Log or develop?

As private landowners committed to responsible forest stewardship, we find Lynne Brookes’ letter curious.

As private landowners committed to responsible forest stewardship, we find Lynne Brookes’ letter to the editor (‘Log responsibly,’ The NEWS, Feb. 12) criticizing private land forest management practices curious. While we wholeheartedly agree that the protection of wetlands and riparian area function are important issues in our region, we take offense with her characterization of land “development and logging” as contributing to the loss of “important wetlands.”

Compared to alternate land uses, sustainable forest management over long crop rotations is an extremely low impact use of land — possibly the lowest impact of any use mankind makes of land. Private land forest management in this region involves the carefully planned and regulated harvest of timber crops in small openings periodically over a long time rotation of perhaps 50 to 60 years. The harvested timber is used to make high-quality building products to provide shelter for humanity.

On the other hand, development of land for residential, commercial or industrial purposes means a less natural landscape available for other community objectives.
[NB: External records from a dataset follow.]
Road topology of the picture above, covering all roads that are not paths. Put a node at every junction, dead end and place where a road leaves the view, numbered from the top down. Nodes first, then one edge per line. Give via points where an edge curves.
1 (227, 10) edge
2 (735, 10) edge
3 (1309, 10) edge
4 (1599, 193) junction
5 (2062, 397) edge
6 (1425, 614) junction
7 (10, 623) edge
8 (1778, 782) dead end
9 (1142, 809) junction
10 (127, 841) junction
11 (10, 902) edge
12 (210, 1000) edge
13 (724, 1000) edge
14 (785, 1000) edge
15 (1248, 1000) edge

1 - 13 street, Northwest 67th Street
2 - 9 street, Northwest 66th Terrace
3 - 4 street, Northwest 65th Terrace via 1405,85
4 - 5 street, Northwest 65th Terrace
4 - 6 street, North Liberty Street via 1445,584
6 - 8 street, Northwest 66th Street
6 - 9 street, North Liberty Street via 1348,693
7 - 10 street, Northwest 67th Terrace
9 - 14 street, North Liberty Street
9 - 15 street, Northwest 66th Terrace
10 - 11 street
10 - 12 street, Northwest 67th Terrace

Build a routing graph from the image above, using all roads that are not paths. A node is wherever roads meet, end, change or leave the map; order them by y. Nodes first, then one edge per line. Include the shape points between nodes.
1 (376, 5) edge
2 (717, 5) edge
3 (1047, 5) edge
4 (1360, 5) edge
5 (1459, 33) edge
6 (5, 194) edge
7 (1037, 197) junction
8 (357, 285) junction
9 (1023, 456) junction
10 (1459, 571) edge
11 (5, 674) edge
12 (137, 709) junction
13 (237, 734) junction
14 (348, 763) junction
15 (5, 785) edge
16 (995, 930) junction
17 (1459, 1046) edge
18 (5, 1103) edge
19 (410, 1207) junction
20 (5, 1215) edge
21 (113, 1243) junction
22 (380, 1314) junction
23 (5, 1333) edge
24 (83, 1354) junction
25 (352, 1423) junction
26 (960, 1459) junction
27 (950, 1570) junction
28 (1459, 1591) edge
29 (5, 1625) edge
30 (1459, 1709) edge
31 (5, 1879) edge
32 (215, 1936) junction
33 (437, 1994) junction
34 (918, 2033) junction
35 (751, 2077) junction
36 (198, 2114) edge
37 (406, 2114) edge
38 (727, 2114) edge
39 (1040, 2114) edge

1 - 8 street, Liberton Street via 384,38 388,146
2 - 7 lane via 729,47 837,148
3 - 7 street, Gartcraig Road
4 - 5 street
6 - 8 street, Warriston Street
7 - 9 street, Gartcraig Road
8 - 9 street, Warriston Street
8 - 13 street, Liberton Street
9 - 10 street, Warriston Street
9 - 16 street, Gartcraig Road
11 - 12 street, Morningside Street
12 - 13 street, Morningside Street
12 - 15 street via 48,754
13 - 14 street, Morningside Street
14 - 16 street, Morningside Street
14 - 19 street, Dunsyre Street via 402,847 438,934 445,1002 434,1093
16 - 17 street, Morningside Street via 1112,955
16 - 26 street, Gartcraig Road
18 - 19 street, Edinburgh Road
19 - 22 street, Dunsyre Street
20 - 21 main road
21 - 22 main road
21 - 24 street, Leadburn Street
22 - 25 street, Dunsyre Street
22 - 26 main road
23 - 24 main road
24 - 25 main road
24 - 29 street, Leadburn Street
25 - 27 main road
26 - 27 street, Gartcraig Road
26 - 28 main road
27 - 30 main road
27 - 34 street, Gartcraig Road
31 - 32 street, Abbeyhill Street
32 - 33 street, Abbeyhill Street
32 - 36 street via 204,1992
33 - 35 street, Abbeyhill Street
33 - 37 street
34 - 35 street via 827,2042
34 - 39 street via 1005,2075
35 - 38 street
These more intensive uses of land are necessary to support our society, but it is important that we remain vigilant in ensuring that we continue to work toward lessening the environmental footprint of our growing communities.

Since there is clearly a very significant difference in risks and impacts between careful forest stewardship and alternate land uses, it is understandable why there might be a difference between the regulatory regime that applies to activities undertaken on Managed Forest land, and activities undertaken on residential, commercial, or industrial land.

Contrary to Brookes’ comments, the regulatory regime and modern progressive stewardship practices on B.C.’s private managed forest lands provide robust protection of fish and wildlife habitat, and water quality. As stewards of our private lands, B.C.’s forest owners work very hard to balance environment, community and commercial values. We are good neighbours with a strong history and a long-term vision of responsible stewardship, committed to investing in growing timber crops for the future.

Consider how thoughtful commercial forest stewardship balances our mutually shared goals of environment, community and economic activity entirely at the cost of the owner. …Then consider the alternatives.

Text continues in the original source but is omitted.